- Um caça F-7 da Força Aérea de Bangladesh caiu sobre a Milestone School and College em Dhaka, resultando na morte de 31 pessoas, incluindo 25 crianças.
- O acidente ocorreu durante um exercício de treinamento devido a uma falha técnica após a decolagem.
- A professora Mahreen Chowdhury tentou salvar alunos e sofreu queimaduras em quase 100% do corpo, conseguindo resgatar de 20 a 25 crianças antes de falecer.
- Protestos em Dhaka exigem uma investigação sobre o acidente e mudanças nas práticas da força aérea, com manifestantes pedindo o fim do uso de jatos militares antigos.
- O governo interino formou um comitê para investigar o acidente, enquanto a pressão aumenta para garantir a segurança das aeronaves da Força Aérea.
Um caça F-7 da Força Aérea de Bangladesh caiu sobre a Milestone School and College em Dhaka, resultando na morte de 31 pessoas, incluindo 25 crianças. O acidente ocorreu durante um exercício de treinamento, quando a aeronave sofreu uma falha técnica logo após a decolagem. O piloto, Tenente de Voo Md. Taukir Islam, tentou desviar para uma área menos movimentada, mas acabou atingindo o colégio.
A professora Mahreen Chowdhury, que estava na escola no momento do acidente, sacrificou sua vida tentando salvar os alunos.

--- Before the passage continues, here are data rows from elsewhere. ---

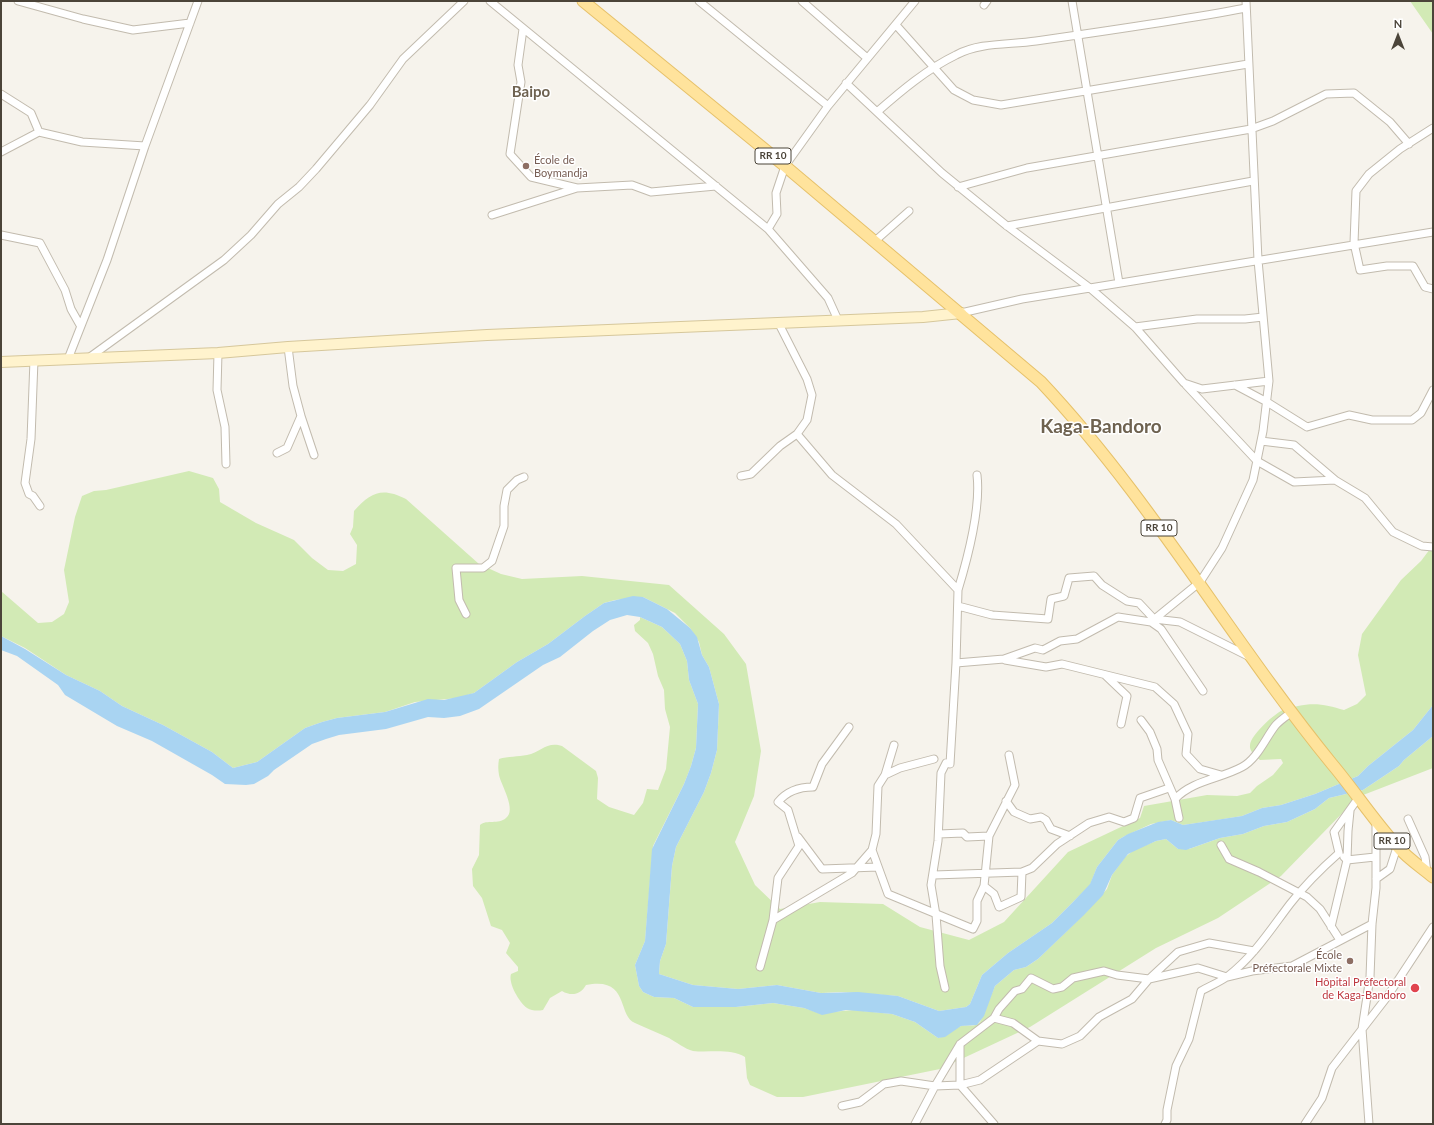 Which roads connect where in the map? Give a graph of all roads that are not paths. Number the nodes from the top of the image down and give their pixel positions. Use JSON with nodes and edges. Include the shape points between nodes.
{"nodes":[{"id":1,"x":18,"y":1,"type":"edge"},
{"id":2,"x":198,"y":1,"type":"edge"},
{"id":3,"x":464,"y":1,"type":"edge"},
{"id":4,"x":490,"y":1,"type":"edge"},
{"id":5,"x":583,"y":1,"type":"edge"},
{"id":6,"x":699,"y":1,"type":"edge"},
{"id":7,"x":802,"y":1,"type":"edge"},
{"id":8,"x":915,"y":1,"type":"edge"},
{"id":9,"x":1072,"y":1,"type":"edge"},
{"id":10,"x":1246,"y":4,"type":"edge"},
{"id":11,"x":190,"y":23,"type":"junction"},
{"id":12,"x":896,"y":25,"type":"junction"},
{"id":13,"x":523,"y":29,"type":"junction"},
{"id":14,"x":1078,"y":34,"type":"junction"},
{"id":15,"x":867,"y":58,"type":"junction"},
{"id":16,"x":1248,"y":64,"type":"junction"},
{"id":17,"x":935,"y":68,"type":"junction"},
{"id":18,"x":846,"y":84,"type":"junction"},
{"id":19,"x":1087,"y":89,"type":"junction"},
{"id":20,"x":1,"y":94,"type":"edge"},
{"id":21,"x":828,"y":106,"type":"junction"},
{"id":22,"x":877,"y":112,"type":"junction"},
{"id":23,"x":1433,"y":128,"type":"edge"},
{"id":24,"x":1251,"y":129,"type":"junction"},
{"id":25,"x":39,"y":132,"type":"junction"},
{"id":26,"x":1409,"y":144,"type":"junction"},
{"id":27,"x":145,"y":146,"type":"junction"},
{"id":28,"x":1,"y":152,"type":"edge"},
{"id":29,"x":1098,"y":155,"type":"junction"},
{"id":30,"x":785,"y":166,"type":"junction"},
{"id":31,"x":1253,"y":181,"type":"junction"},
{"id":32,"x":716,"y":186,"type":"junction"},
{"id":33,"x":958,"y":186,"type":"junction"},
{"id":34,"x":577,"y":188,"type":"junction"},
{"id":35,"x":1107,"y":207,"type":"junction"},
{"id":36,"x":910,"y":211,"type":"dead end"},
{"id":37,"x":492,"y":215,"type":"dead end"},
{"id":38,"x":1007,"y":226,"type":"junction"},
{"id":39,"x":768,"y":229,"type":"junction"},
{"id":40,"x":1433,"y":232,"type":"edge"},
{"id":41,"x":1,"y":235,"type":"edge"},
{"id":42,"x":875,"y":241,"type":"junction"},
{"id":43,"x":1354,"y":243,"type":"junction"},
{"id":44,"x":1258,"y":260,"type":"junction"},
{"id":45,"x":1119,"y":283,"type":"junction"},
{"id":46,"x":1090,"y":288,"type":"junction"},
{"id":47,"x":1433,"y":289,"type":"edge"},
{"id":48,"x":960,"y":313,"type":"junction"},
{"id":49,"x":1263,"y":317,"type":"junction"},
{"id":50,"x":838,"y":320,"type":"junction"},
{"id":51,"x":778,"y":322,"type":"junction"},
{"id":52,"x":80,"y":325,"type":"junction"},
{"id":53,"x":1135,"y":327,"type":"junction"},
{"id":54,"x":288,"y":347,"type":"junction"},
{"id":55,"x":218,"y":353,"type":"junction"},
{"id":56,"x":90,"y":357,"type":"junction"},
{"id":57,"x":68,"y":359,"type":"junction"},
{"id":58,"x":34,"y":360,"type":"junction"},
{"id":59,"x":1,"y":362,"type":"edge"},
{"id":60,"x":1269,"y":381,"type":"junction"},
{"id":61,"x":1184,"y":383,"type":"junction"},
{"id":62,"x":1234,"y":385,"type":"junction"},
{"id":63,"x":1433,"y":390,"type":"edge"},
{"id":64,"x":1267,"y":402,"type":"junction"},
{"id":65,"x":301,"y":416,"type":"junction"},
{"id":66,"x":797,"y":434,"type":"junction"},
{"id":67,"x":1261,"y":441,"type":"junction"},
{"id":68,"x":277,"y":453,"type":"dead end"},
{"id":69,"x":314,"y":455,"type":"dead end"},
{"id":70,"x":1257,"y":461,"type":"junction"},
{"id":71,"x":226,"y":464,"type":"dead end"},
{"id":72,"x":976,"y":475,"type":"dead end"},
{"id":73,"x":741,"y":476,"type":"dead end"},
{"id":74,"x":524,"y":477,"type":"dead end"},
{"id":75,"x":1335,"y":480,"type":"junction"},
{"id":76,"x":40,"y":506,"type":"dead end"},
{"id":77,"x":1433,"y":547,"type":"edge"},
{"id":78,"x":1200,"y":582,"type":"junction"},
{"id":79,"x":958,"y":590,"type":"junction"},
{"id":80,"x":958,"y":606,"type":"junction"},
{"id":81,"x":466,"y":614,"type":"dead end"},
{"id":82,"x":1152,"y":621,"type":"junction"},
{"id":83,"x":1004,"y":659,"type":"junction"},
{"id":84,"x":1253,"y":659,"type":"junction"},
{"id":85,"x":956,"y":663,"type":"junction"},
{"id":86,"x":1104,"y":674,"type":"junction"},
{"id":87,"x":1203,"y":691,"type":"dead end"},
{"id":88,"x":1292,"y":712,"type":"junction"},
{"id":89,"x":1141,"y":720,"type":"dead end"},
{"id":90,"x":1121,"y":724,"type":"dead end"},
{"id":91,"x":849,"y":727,"type":"dead end"},
{"id":92,"x":894,"y":745,"type":"dead end"},
{"id":93,"x":1008,"y":755,"type":"dead end"},
{"id":94,"x":934,"y":759,"type":"dead end"},
{"id":95,"x":885,"y":775,"type":"junction"},
{"id":96,"x":1221,"y":775,"type":"junction"},
{"id":97,"x":1169,"y":788,"type":"junction"},
{"id":98,"x":1359,"y":797,"type":"junction"},
{"id":99,"x":1175,"y":799,"type":"junction"},
{"id":100,"x":1006,"y":800,"type":"junction"},
{"id":101,"x":1351,"y":809,"type":"junction"},
{"id":102,"x":1179,"y":818,"type":"dead end"},
{"id":103,"x":1408,"y":819,"type":"dead end"},
{"id":104,"x":1376,"y":820,"type":"junction"},
{"id":105,"x":795,"y":832,"type":"junction"},
{"id":106,"x":939,"y":834,"type":"junction"},
{"id":107,"x":989,"y":836,"type":"junction"},
{"id":108,"x":1070,"y":836,"type":"junction"},
{"id":109,"x":1222,"y":844,"type":"dead end"},
{"id":110,"x":1397,"y":847,"type":"junction"},
{"id":111,"x":872,"y":850,"type":"junction"},
{"id":112,"x":1339,"y":853,"type":"junction"},
{"id":113,"x":1375,"y":857,"type":"junction"},
{"id":114,"x":1347,"y":860,"type":"junction"},
{"id":115,"x":858,"y":867,"type":"junction"},
{"id":116,"x":878,"y":867,"type":"junction"},
{"id":117,"x":985,"y":872,"type":"junction"},
{"id":118,"x":1022,"y":872,"type":"junction"},
{"id":119,"x":934,"y":874,"type":"junction"},
{"id":120,"x":1430,"y":875,"type":"edge"},
{"id":121,"x":1376,"y":879,"type":"junction"},
{"id":122,"x":984,"y":886,"type":"junction"},
{"id":123,"x":1299,"y":894,"type":"junction"},
{"id":124,"x":936,"y":915,"type":"junction"},
{"id":125,"x":773,"y":920,"type":"junction"},
{"id":126,"x":1372,"y":924,"type":"junction"},
{"id":127,"x":1331,"y":927,"type":"junction"},
{"id":128,"x":1433,"y":927,"type":"edge"},
{"id":129,"x":1340,"y":940,"type":"junction"},
{"id":130,"x":1254,"y":951,"type":"junction"},
{"id":131,"x":760,"y":967,"type":"dead end"},
{"id":132,"x":1227,"y":976,"type":"junction"},
{"id":133,"x":1148,"y":979,"type":"junction"},
{"id":134,"x":945,"y":988,"type":"dead end"},
{"id":135,"x":994,"y":1018,"type":"junction"},
{"id":136,"x":1362,"y":1029,"type":"junction"},
{"id":137,"x":1038,"y":1041,"type":"junction"},
{"id":138,"x":960,"y":1044,"type":"junction"},
{"id":139,"x":960,"y":1085,"type":"junction"},
{"id":140,"x":935,"y":1086,"type":"junction"},
{"id":141,"x":842,"y":1106,"type":"dead end"},
{"id":142,"x":915,"y":1124,"type":"edge"},
{"id":143,"x":994,"y":1124,"type":"edge"},
{"id":144,"x":1165,"y":1124,"type":"edge"},
{"id":145,"x":1305,"y":1124,"type":"edge"},
{"id":146,"x":1368,"y":1124,"type":"edge"}],
"edges":[{"from":1,"to":11,"type":"street","via":[[133,30]]},
{"from":2,"to":11,"type":"street"},
{"from":3,"to":56,"type":"street","via":[[403,59],[370,105],[316,169],[278,204],[251,235],[224,260]]},
{"from":4,"to":13,"type":"street"},
{"from":5,"to":30,"type":"main road","number":"RR 10"},
{"from":6,"to":21,"type":"street"},
{"from":7,"to":15,"type":"street"},
{"from":8,"to":12,"type":"street"},
{"from":9,"to":14,"type":"street"},
{"from":10,"to":14,"type":"street","via":[[1179,20]]},
{"from":10,"to":16,"type":"street"},
{"from":11,"to":27,"type":"street"},
{"from":12,"to":15,"type":"street"},
{"from":12,"to":17,"type":"street"},
{"from":13,"to":32,"type":"street"},
{"from":13,"to":34,"type":"street","via":[[518,65],[521,82],[510,154],[531,177]]},
{"from":14,"to":17,"type":"street","via":[[1035,42],[974,48]]},
{"from":14,"to":19,"type":"street"},
{"from":15,"to":18,"type":"street"},
{"from":16,"to":19,"type":"street"},
{"from":16,"to":24,"type":"street"},
{"from":17,"to":19,"type":"street","via":[[954,90],[973,100],[1001,105]]},
{"from":17,"to":22,"type":"street","via":[[902,90]]},
{"from":18,"to":21,"type":"street"},
{"from":18,"to":22,"type":"street"},
{"from":19,"to":29,"type":"street"},
{"from":20,"to":25,"type":"street","via":[[31,113]]},
{"from":21,"to":30,"type":"street"},
{"from":22,"to":33,"type":"street"},
{"from":23,"to":26,"type":"street"},
{"from":24,"to":26,"type":"street","via":[[1273,121],[1326,94],[1354,93],[1390,122]]},
{"from":24,"to":29,"type":"street"},
{"from":24,"to":31,"type":"street"},
{"from":25,"to":27,"type":"street","via":[[82,142]]},
{"from":25,"to":28,"type":"street"},
{"from":26,"to":43,"type":"street","via":[[1369,174],[1356,191]]},
{"from":27,"to":52,"type":"street","via":[[107,260]]},
{"from":29,"to":33,"type":"street","via":[[1000,174]]},
{"from":29,"to":35,"type":"street"},
{"from":30,"to":39,"type":"street","via":[[776,192],[778,214]]},
{"from":30,"to":42,"type":"main road","number":"RR 10"},
{"from":31,"to":35,"type":"street"},
{"from":31,"to":44,"type":"street"},
{"from":32,"to":34,"type":"street","via":[[651,192],[632,185]]},
{"from":32,"to":39,"type":"street"},
{"from":33,"to":38,"type":"street"},
{"from":34,"to":37,"type":"street"},
{"from":35,"to":38,"type":"street"},
{"from":35,"to":45,"type":"street"},
{"from":36,"to":42,"type":"street"},
{"from":38,"to":46,"type":"street"},
{"from":39,"to":50,"type":"street","via":[[828,298]]},
{"from":40,"to":43,"type":"street"},
{"from":41,"to":52,"type":"street","via":[[40,243]]},
{"from":42,"to":48,"type":"main road","number":"RR 10"},
{"from":43,"to":44,"type":"street"},
{"from":43,"to":47,"type":"street","via":[[1360,270],[1413,266],[1425,287]]},
{"from":44,"to":45,"type":"street"},
{"from":44,"to":49,"type":"street"},
{"from":45,"to":46,"type":"street"},
{"from":46,"to":48,"type":"street","via":[[1022,299]]},
{"from":46,"to":53,"type":"street"},
{"from":48,"to":50,"type":"street"},
{"from":48,"to":78,"type":"main road","number":"RR 10","via":[[1041,382],[1069,412]]},
{"from":49,"to":53,"type":"street","via":[[1197,318]]},
{"from":49,"to":60,"type":"street"},
{"from":50,"to":51,"type":"street"},
{"from":51,"to":54,"type":"street"},
{"from":51,"to":66,"type":"street","via":[[807,378],[812,394],[807,420]]},
{"from":52,"to":57,"type":"street"},
{"from":53,"to":61,"type":"street"},
{"from":54,"to":55,"type":"street"},
{"from":54,"to":65,"type":"street","via":[[293,386]]},
{"from":55,"to":56,"type":"street"},
{"from":55,"to":71,"type":"street","via":[[217,390],[225,427]]},
{"from":56,"to":57,"type":"street"},
{"from":57,"to":58,"type":"street"},
{"from":58,"to":59,"type":"street"},
{"from":58,"to":76,"type":"street","via":[[31,439],[25,483],[29,494]]},
{"from":60,"to":62,"type":"street"},
{"from":60,"to":64,"type":"street"},
{"from":61,"to":62,"type":"street","via":[[1202,389]]},
{"from":61,"to":70,"type":"street"},
{"from":62,"to":64,"type":"street"},
{"from":63,"to":64,"type":"street","via":[[1421,412],[1412,420],[1372,420],[1349,415],[1307,427]]},
{"from":64,"to":67,"type":"street"},
{"from":65,"to":68,"type":"street","via":[[287,448]]},
{"from":65,"to":69,"type":"street"},
{"from":66,"to":73,"type":"street","via":[[780,446],[751,474]]},
{"from":66,"to":79,"type":"street","via":[[832,474],[896,524]]},
{"from":67,"to":70,"type":"street"},
{"from":67,"to":75,"type":"street","via":[[1294,444]]},
{"from":70,"to":75,"type":"street","via":[[1294,482]]},
{"from":70,"to":78,"type":"street","via":[[1253,480],[1222,548]]},
{"from":72,"to":79,"type":"street","via":[[978,488],[970,544]]},
{"from":74,"to":81,"type":"street","via":[[507,490],[504,526],[492,561],[483,568],[456,568],[458,600]]},
{"from":75,"to":77,"type":"street","via":[[1365,498],[1393,532],[1422,546]]},
{"from":78,"to":82,"type":"street"},
{"from":78,"to":84,"type":"main road","number":"RR 10"},
{"from":79,"to":80,"type":"street"},
{"from":80,"to":82,"type":"street","via":[[992,616],[1048,619],[1051,599],[1064,596],[1069,578],[1094,576],[1102,586],[1127,601],[1139,603]]},
{"from":80,"to":85,"type":"street"},
{"from":82,"to":83,"type":"street","via":[[1118,617],[1076,639],[1060,641],[1044,650],[1034,648]]},
{"from":82,"to":84,"type":"street","via":[[1180,622]]},
{"from":82,"to":87,"type":"street"},
{"from":83,"to":85,"type":"street"},
{"from":83,"to":86,"type":"street","via":[[1046,667],[1062,664]]},
{"from":84,"to":88,"type":"main road","number":"RR 10"},
{"from":85,"to":106,"type":"street","via":[[948,763],[941,773]]},
{"from":86,"to":90,"type":"street","via":[[1127,696]]},
{"from":86,"to":96,"type":"street","via":[[1155,687],[1174,704],[1188,734],[1186,754],[1200,769]]},
{"from":88,"to":96,"type":"street","via":[[1276,726],[1268,739],[1242,767]]},
{"from":88,"to":98,"type":"main road","number":"RR 10"},
{"from":89,"to":97,"type":"street","via":[[1157,749],[1158,760]]},
{"from":91,"to":105,"type":"street","via":[[822,764],[813,787],[790,791],[778,802],[788,810]]},
{"from":92,"to":95,"type":"street"},
{"from":93,"to":100,"type":"street","via":[[1015,785]]},
{"from":94,"to":95,"type":"street"},
{"from":95,"to":111,"type":"street","via":[[878,786],[876,834]]},
{"from":96,"to":99,"type":"street","via":[[1186,789]]},
{"from":97,"to":99,"type":"street"},
{"from":97,"to":108,"type":"street","via":[[1140,798],[1134,818],[1124,822],[1109,817],[1089,823]]},
{"from":98,"to":101,"type":"street"},
{"from":98,"to":104,"type":"main road","number":"RR 10"},
{"from":99,"to":102,"type":"street"},
{"from":100,"to":107,"type":"street"},
{"from":100,"to":108,"type":"street","via":[[1014,812],[1030,819],[1041,817],[1046,820],[1050,830]]},
{"from":101,"to":112,"type":"street","via":[[1334,832]]},
{"from":101,"to":114,"type":"street"},
{"from":103,"to":120,"type":"street"},
{"from":104,"to":110,"type":"main road","number":"RR 10"},
{"from":104,"to":113,"type":"street"},
{"from":105,"to":115,"type":"street","via":[[822,869]]},
{"from":105,"to":125,"type":"street","via":[[799,846],[778,878]]},
{"from":106,"to":107,"type":"street"},
{"from":106,"to":119,"type":"street"},
{"from":107,"to":117,"type":"street"},
{"from":108,"to":118,"type":"street","via":[[1057,844],[1032,868]]},
{"from":109,"to":123,"type":"street","via":[[1229,859]]},
{"from":110,"to":120,"type":"main road","number":"RR 10"},
{"from":110,"to":121,"type":"street","via":[[1390,870]]},
{"from":111,"to":115,"type":"street"},
{"from":111,"to":116,"type":"street"},
{"from":112,"to":114,"type":"street"},
{"from":112,"to":123,"type":"street"},
{"from":113,"to":114,"type":"street"},
{"from":113,"to":121,"type":"street"},
{"from":114,"to":127,"type":"street"},
{"from":115,"to":116,"type":"street"},
{"from":115,"to":125,"type":"street"},
{"from":116,"to":124,"type":"street","via":[[888,894]]},
{"from":117,"to":118,"type":"street"},
{"from":117,"to":119,"type":"street"},
{"from":117,"to":122,"type":"street"},
{"from":118,"to":122,"type":"street","via":[[1021,897],[999,907],[994,894]]},
{"from":119,"to":124,"type":"street","via":[[931,885]]},
{"from":121,"to":126,"type":"street"},
{"from":122,"to":124,"type":"street","via":[[976,901],[977,921],[973,929]]},
{"from":123,"to":127,"type":"street","via":[[1307,897],[1320,909]]},
{"from":123,"to":130,"type":"street"},
{"from":124,"to":134,"type":"street","via":[[937,942]]},
{"from":125,"to":131,"type":"street"},
{"from":126,"to":129,"type":"street"},
{"from":126,"to":136,"type":"street","via":[[1370,977]]},
{"from":127,"to":129,"type":"street"},
{"from":128,"to":136,"type":"street","via":[[1411,963]]},
{"from":129,"to":132,"type":"street","via":[[1292,966]]},
{"from":130,"to":132,"type":"street"},
{"from":130,"to":133,"type":"street","via":[[1209,943],[1186,949],[1172,957],[1162,969]]},
{"from":132,"to":133,"type":"street","via":[[1198,968]]},
{"from":132,"to":144,"type":"street","via":[[1201,991],[1189,1039],[1176,1066]]},
{"from":133,"to":135,"type":"street","via":[[1104,971],[1073,978],[1062,987],[1053,989],[1031,978],[999,1009]]},
{"from":133,"to":137,"type":"street","via":[[1132,999],[1099,1017],[1080,1036],[1062,1044]]},
{"from":135,"to":137,"type":"street","via":[[1013,1023]]},
{"from":135,"to":138,"type":"street"},
{"from":136,"to":145,"type":"street","via":[[1332,1068],[1322,1098]]},
{"from":136,"to":146,"type":"street"},
{"from":137,"to":139,"type":"street","via":[[980,1080]]},
{"from":138,"to":139,"type":"street"},
{"from":138,"to":140,"type":"street"},
{"from":139,"to":140,"type":"street"},
{"from":139,"to":143,"type":"street"},
{"from":140,"to":141,"type":"street","via":[[901,1081],[884,1084],[860,1102]]},
{"from":140,"to":142,"type":"street"}]}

Ela sofreu queimaduras em quase 100% do corpo e, antes de falecer, disse ao marido que havia conseguido resgatar cerca de 20 a 25 crianças. Chowdhury foi levada para a UTI do Instituto Nacional de Queimados, mas não resistiu aos ferimentos.
O desastre gerou uma onda de protestos em Dhaka, com centenas de estudantes exigindo uma investigação completa sobre o acidente e a renúncia do conselheiro educacional do governo. Os manifestantes também pediram o fim do uso de jatos militares antigos e mudanças nos procedimentos de treinamento da força aérea. A polícia respondeu com gás lacrimogêneo e granadas sonoras, resultando em feridos entre os protestantes.
O governo interino, liderado por Muhammad Yunus, anunciou a formação de um comitê para investigar o acidente. Além disso, as autoridades enfrentam crescente pressão para garantir a segurança das aeronaves da Força Aérea, que têm sido alvo de críticas devido a acidentes anteriores e ao uso de equipamentos obsoletos. A tragédia marca um dos piores desastres aéreos do país em décadas, com mais de 160 pessoas feridas, muitas delas crianças.